A Symplectic Mapping Model for the Study of 2:3 Resonant Trans-Neptunian Motion

A symplectic mapping is constructed for the study of the dynamical evolution of Edgeworth-Kuiper belt objects near the 2:3 mean motion resonance with Neptune. The mapping is six-dimensional and is a good model for the Poincaré map of the real system, that is, the spatial elliptic restricted three-body problem at the 2:3 resonance, with the Sun and Neptune as primaries. The mapping model is based on the averaged Hamiltonian, corrected by a semianalytic method so that it has the basic topological properties of the phase space of the real system both qualitatively and quantitatively. We start with two dimensional motion and then we extend it to three dimensions. Both chaotic and regular motion is observed, depending on the objects' initial inclination and phase. For zero inclination, objects that are phase-protected from close encounters with Neptune show ordered motion even at eccentricities as large as 0.4 and despite being Neptune-crossers.
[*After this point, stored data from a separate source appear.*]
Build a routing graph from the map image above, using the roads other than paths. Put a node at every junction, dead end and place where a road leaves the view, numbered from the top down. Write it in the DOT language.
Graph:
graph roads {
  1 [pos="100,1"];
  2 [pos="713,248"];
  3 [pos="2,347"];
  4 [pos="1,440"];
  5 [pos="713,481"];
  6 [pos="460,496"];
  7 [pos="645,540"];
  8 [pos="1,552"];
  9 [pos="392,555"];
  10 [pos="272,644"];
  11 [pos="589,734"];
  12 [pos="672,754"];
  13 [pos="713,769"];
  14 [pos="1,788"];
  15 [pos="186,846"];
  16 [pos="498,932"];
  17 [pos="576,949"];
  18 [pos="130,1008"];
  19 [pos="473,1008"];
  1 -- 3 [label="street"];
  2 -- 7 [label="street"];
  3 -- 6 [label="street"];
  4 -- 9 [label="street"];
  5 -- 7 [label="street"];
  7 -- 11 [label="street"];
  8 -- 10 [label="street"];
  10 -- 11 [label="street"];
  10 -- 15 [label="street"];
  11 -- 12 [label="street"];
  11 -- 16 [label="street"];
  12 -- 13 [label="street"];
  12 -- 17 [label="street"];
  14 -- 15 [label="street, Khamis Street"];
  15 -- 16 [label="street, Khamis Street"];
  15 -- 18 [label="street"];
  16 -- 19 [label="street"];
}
On the other hand, not-phase-protected objects with eccentricities greater than 0.15 follow chaotic motion that leads to sudden jumps in their eccentricity and are removed from the 2:3 resonance, thus becoming short period comets. As inclination increases, chaotic motion becomes more widespread, but phase-protection still exists and, as a result, stable motion appears for eccentricities up to e = 0.3 and inclinations as high as i = 15°, a region where plutinos exist.